PM Solutions, a project management firm, conducted a benchmark study to understand the nature of project and program management offices (PMOs) that are currently growing in stature in most organizations.
The study found that PMOs increased the success rate of projects, saved the companies a lot of money, allowed projects to be completed ahead of schedule and also allowed teams to work well within the allocated budgets for some projects, according to company officials.
More than 550 high-level project management personnel from all size organizations in various industries were surveyed for this purpose.
Based on current trends, the study predicts that PMO leaders will continue to build better relationships with executive management, be able to measure productivity and track benefits and will move from a linear level of capability to a more descriptive model.

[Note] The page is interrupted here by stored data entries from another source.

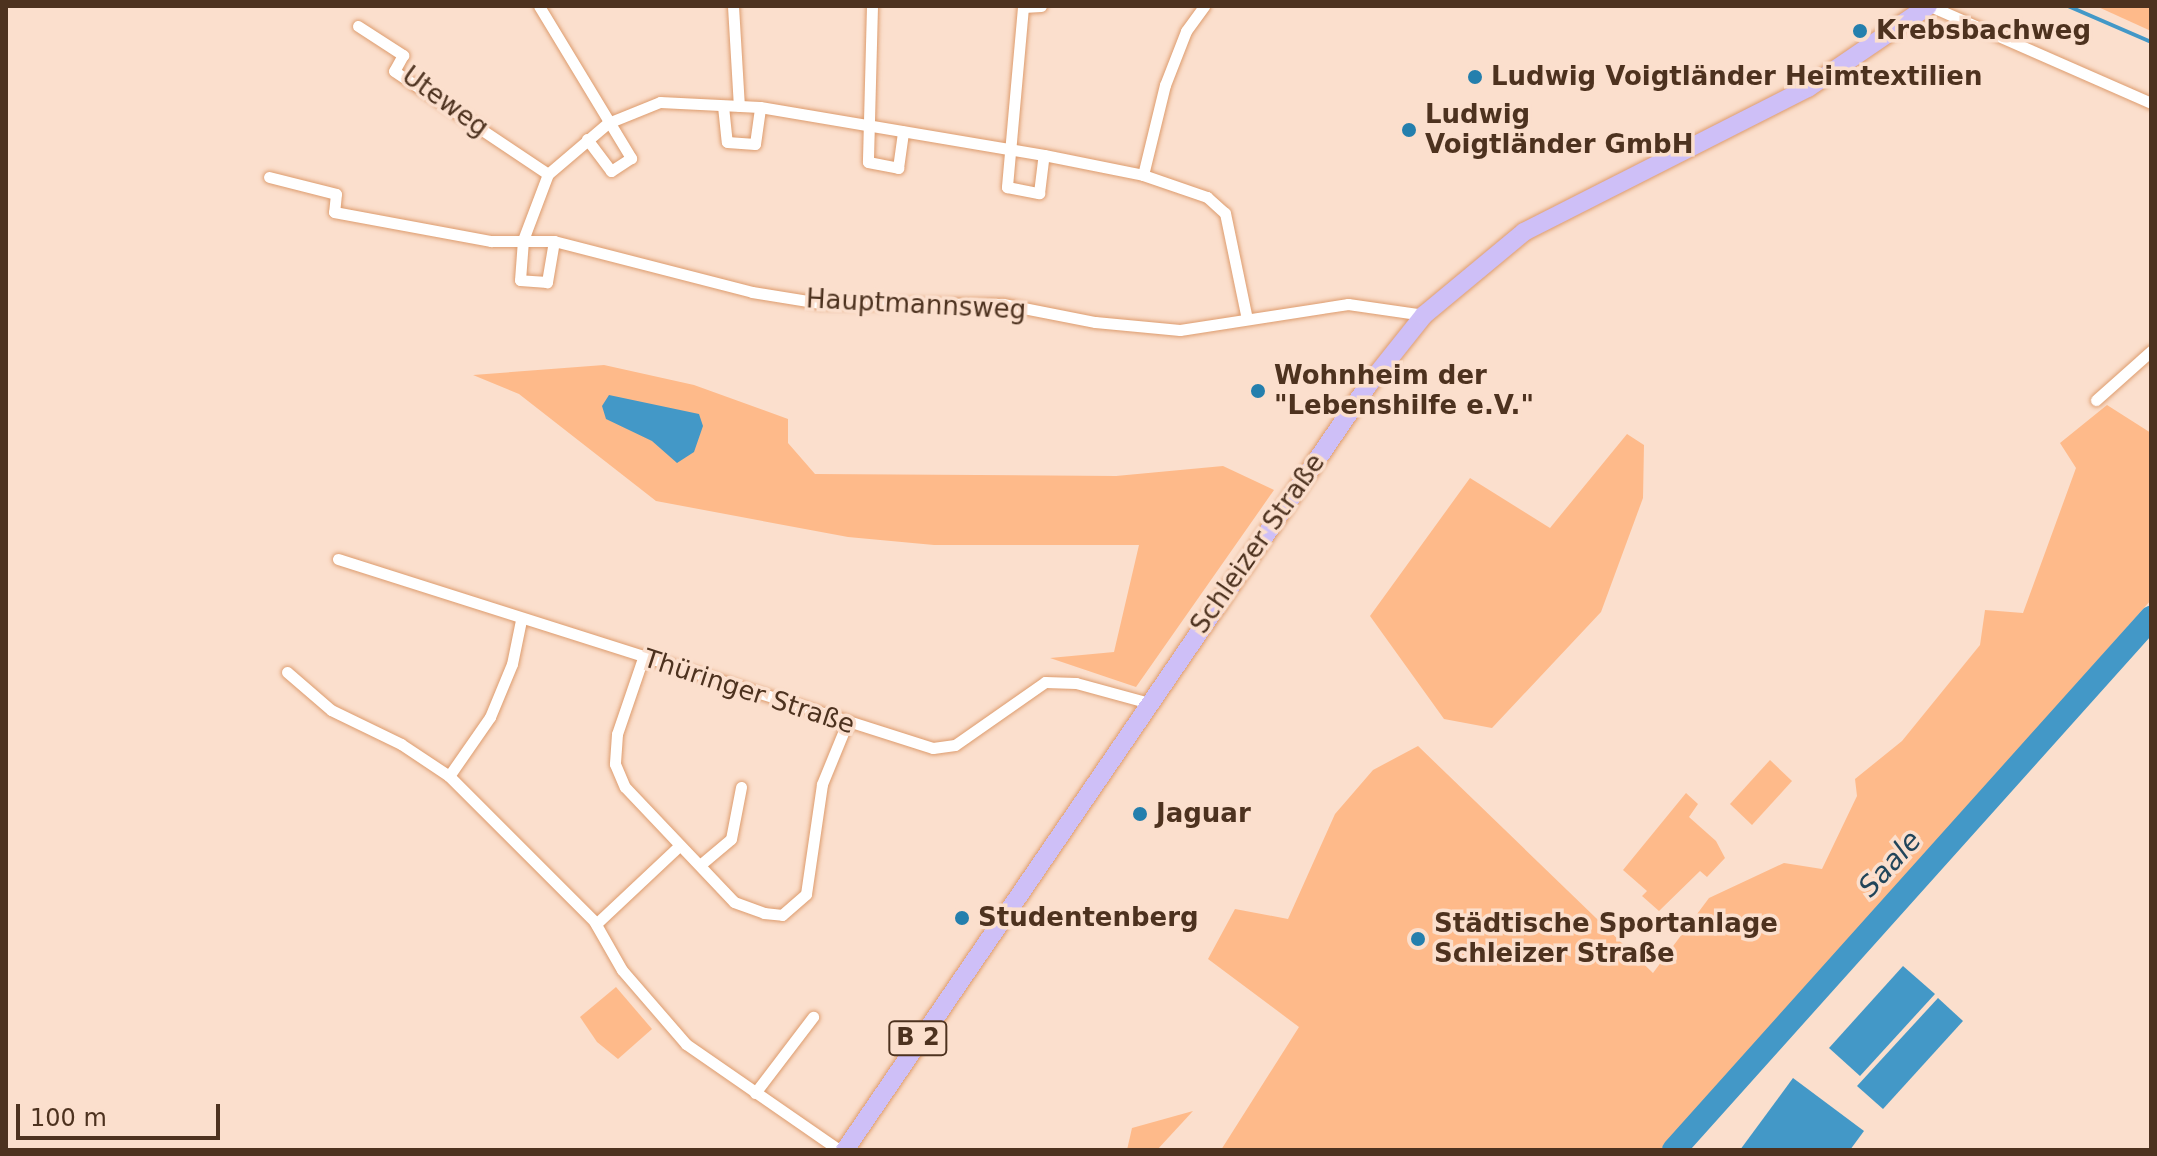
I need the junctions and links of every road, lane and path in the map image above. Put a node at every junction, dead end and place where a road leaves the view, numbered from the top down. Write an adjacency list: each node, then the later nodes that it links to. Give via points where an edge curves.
1 (539, 6): 12 (street)
2 (733, 6): 10 (street)
3 (872, 6): 13 (street)
4 (1041, 6): 16 (street, via 1023,7)
5 (1204, 6): 19 (street, via 1186,31 1165,85)
6 (1929, 6): 8 (street); 23 (main road, Schleizer Straße / B 2, via 1808,88 1524,232)
7 (358, 26): 18 (street, Uteweg, via 403,55 394,71)
8 (2151, 103)
9 (723, 106): 10 (street); 11 (street, via 727,142 755,144); 12 (street, via 660,102)
10 (739, 106): 11 (street)
11 (760, 107): 13 (street)
12 (608, 123): 15 (street); 15 (street, via 631,158 611,171)
13 (870, 124): 14 (street); 14 (street, via 868,162 898,168)
14 (903, 131): 16 (street)
15 (587, 139): 18 (street)
16 (1012, 149): 17 (street); 17 (street, via 1007,187 1039,193)
17 (1044, 155): 19 (street)
18 (548, 174): 21 (street)
19 (1143, 175): 24 (street, via 1207,197 1225,213)
20 (269, 177): 21 (street, Hauptmannsweg, via 336,194 334,212 491,241)
21 (523, 240): 22 (street, Hauptmannsweg); 22 (street, via 520,280 547,282)
22 (554, 241): 24 (street, Hauptmannsweg, via 752,292 820,303 1003,304 1095,322 1180,330)
23 (1424, 315): 24 (street, Hauptmannsweg, via 1348,304); 31 (main road, Schleizer Straße / B 2, via 1369,384)
24 (1247, 319)
25 (2151, 351): 26 (street)
26 (2096, 400)
27 (338, 559): 28 (street, Thüringer Straße)
28 (521, 620): 29 (street, Thüringer Straße); 33 (street, via 512,664 490,717)
29 (643, 658): 32 (street, Thüringer Straße); 35 (street, via 624,704 615,764 625,787)
30 (287, 672): 33 (street, via 331,710 401,744)
31 (1149, 703): 32 (street, Thüringer Straße, via 1076,683 1045,682 955,745 933,748); 40 (main road, Schleizer Straße / B 2)
32 (847, 723): 36 (street, via 822,784 813,830 813,875 795,907 782,915 734,902)
33 (449, 776): 37 (street)
34 (741, 787): 36 (street, via 731,839)
35 (680, 845): 36 (street); 37 (street)
36 (700, 865)
37 (596, 924): 39 (street, via 652,1009 686,1044)
38 (813, 1017): 39 (street)
39 (755, 1093): 40 (street)
40 (842, 1150)

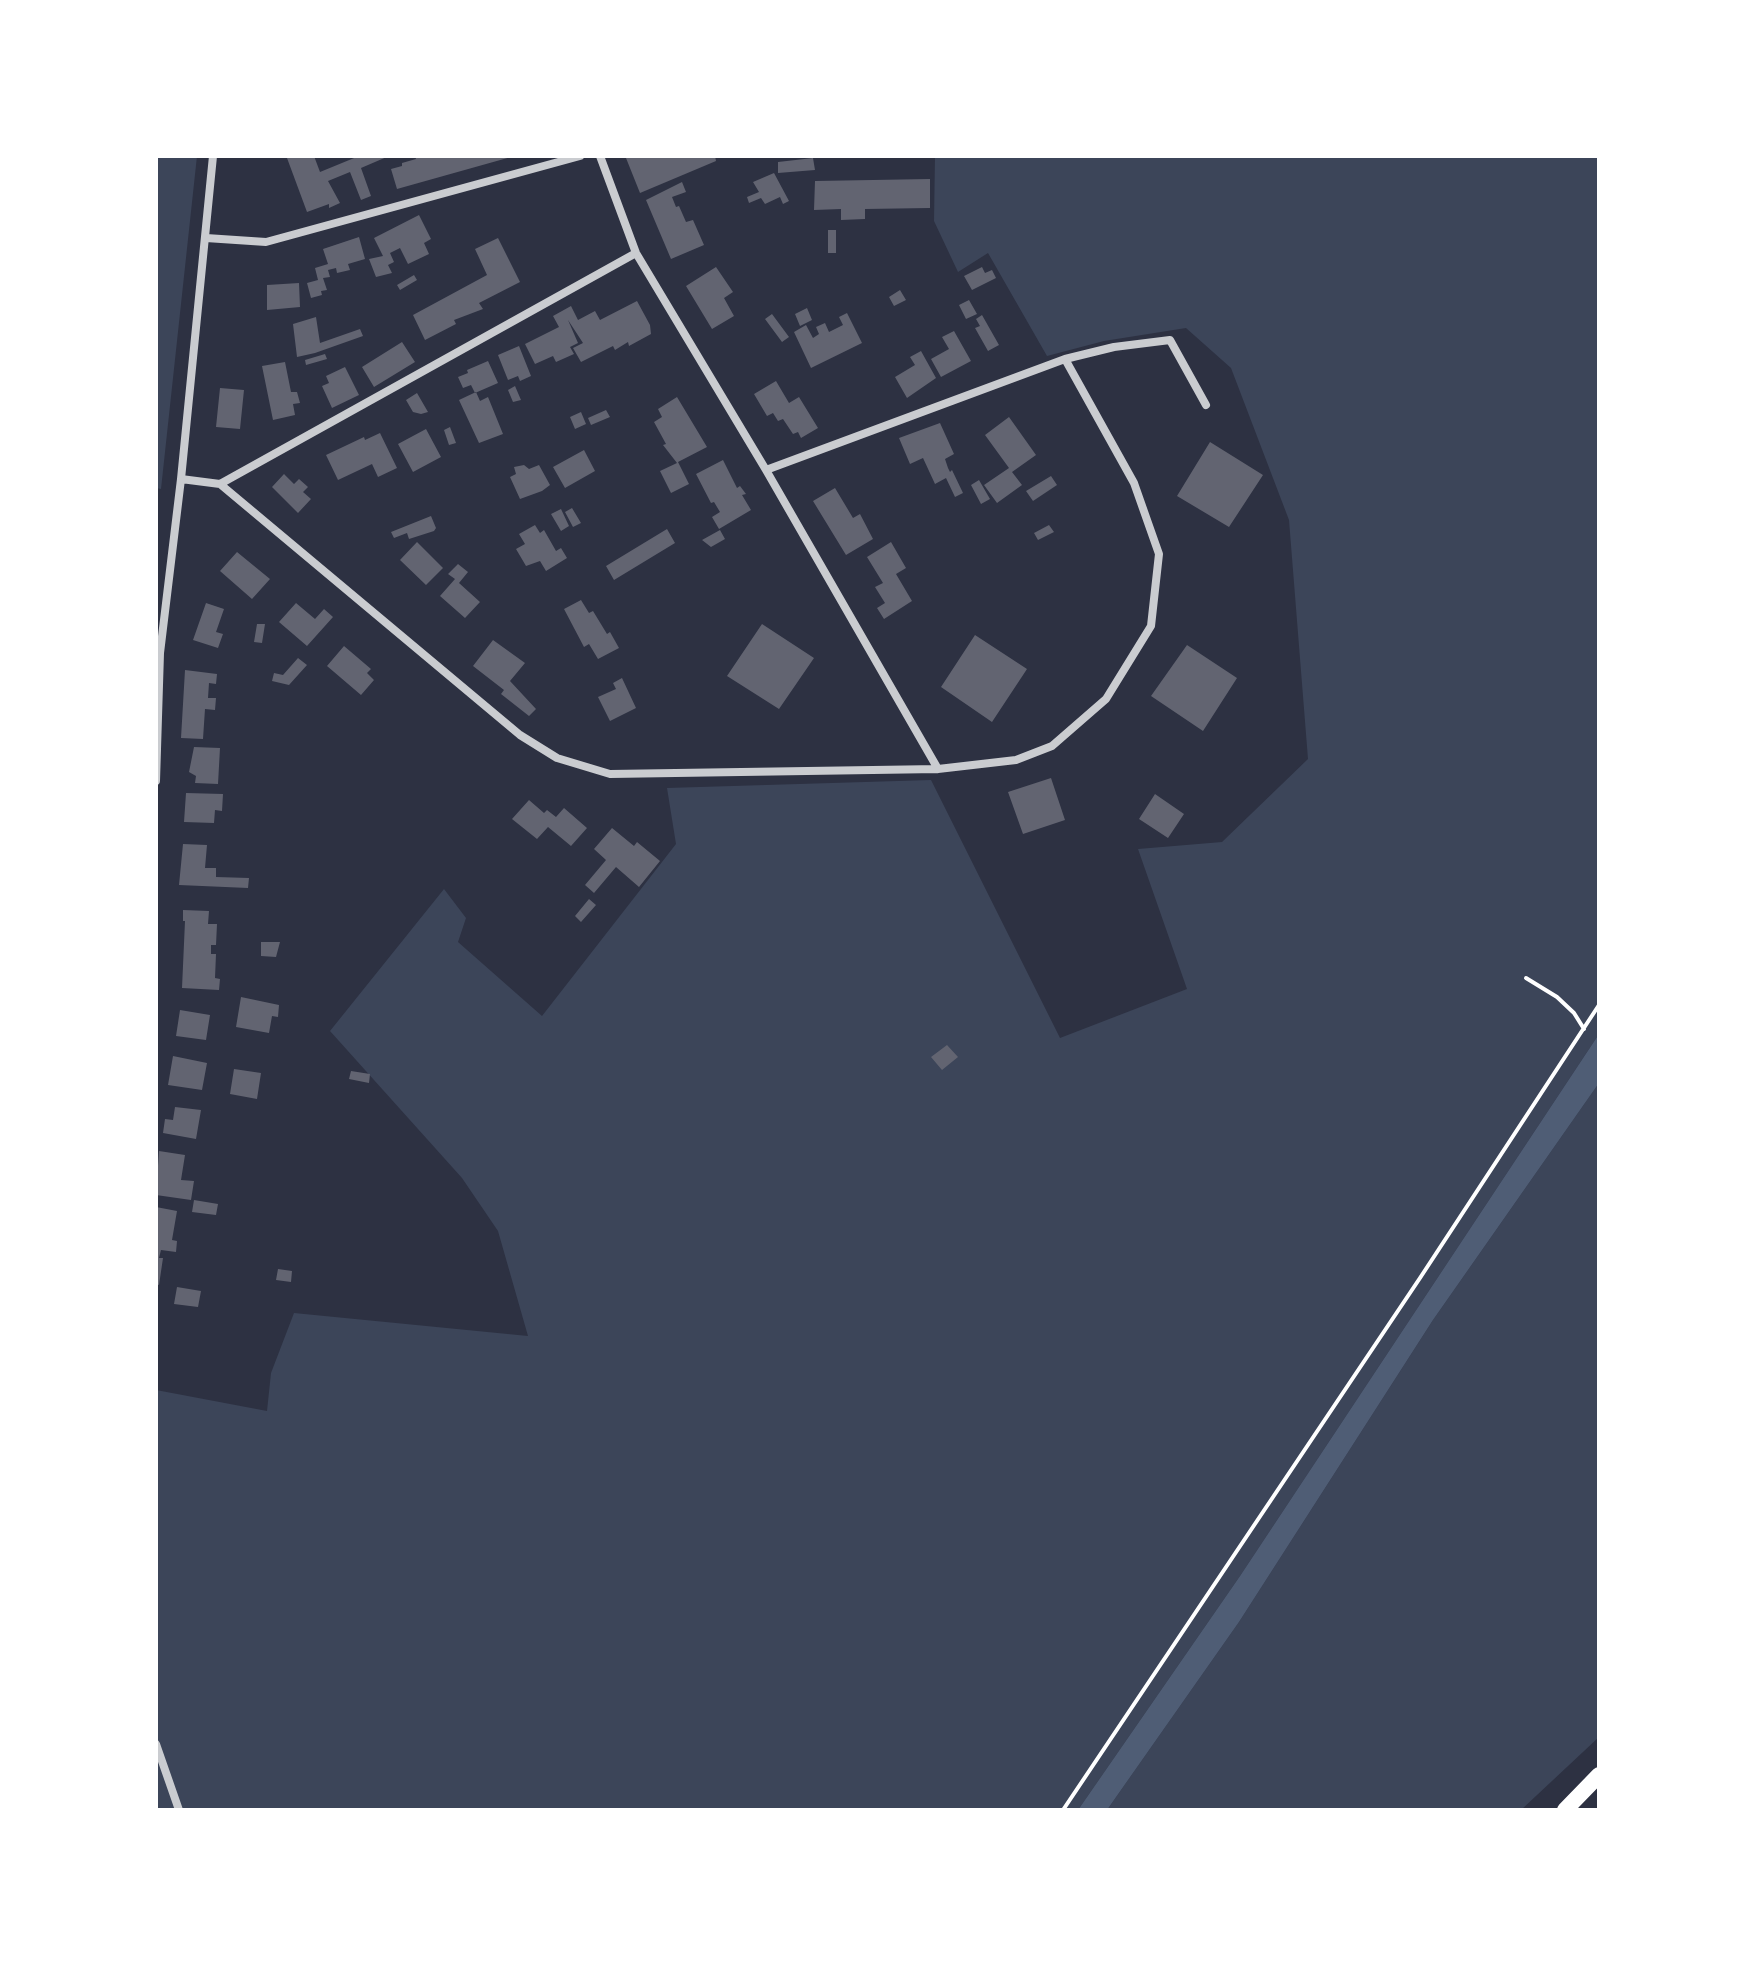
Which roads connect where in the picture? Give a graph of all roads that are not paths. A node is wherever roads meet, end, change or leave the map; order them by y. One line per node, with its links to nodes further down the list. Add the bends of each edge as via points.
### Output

Notwithstanding the fact that there are new growth opportunities for the PMO and given that PMOs in high performing organizations were currently focusing on advanced skills and leadership practices, the study suggests that PMOs needed to decide on the next phase of PMO development that will add to business value.
The study draws out the differences between PMOs in high and low performing organizations. While the former focused more on issues like performance management, resource forecasting and strategy planning (pet issues of executives), the latter appeared less dynamic.
Figures support this as 68 percent of high performing organizations engage in PMO performance monitoring/controlling compared to only 36 percent of low-performing organizations. The trend was the same in budget allocations.
J. Kent Crawford, CEO at PM Solutions said, “Now is the time for the PMO to prove its value; and PMO leaders are stepping up to the plate: implementing project management training programs, evaluating competency, and increasing their use of contracted resources to deliver more value to their firm.”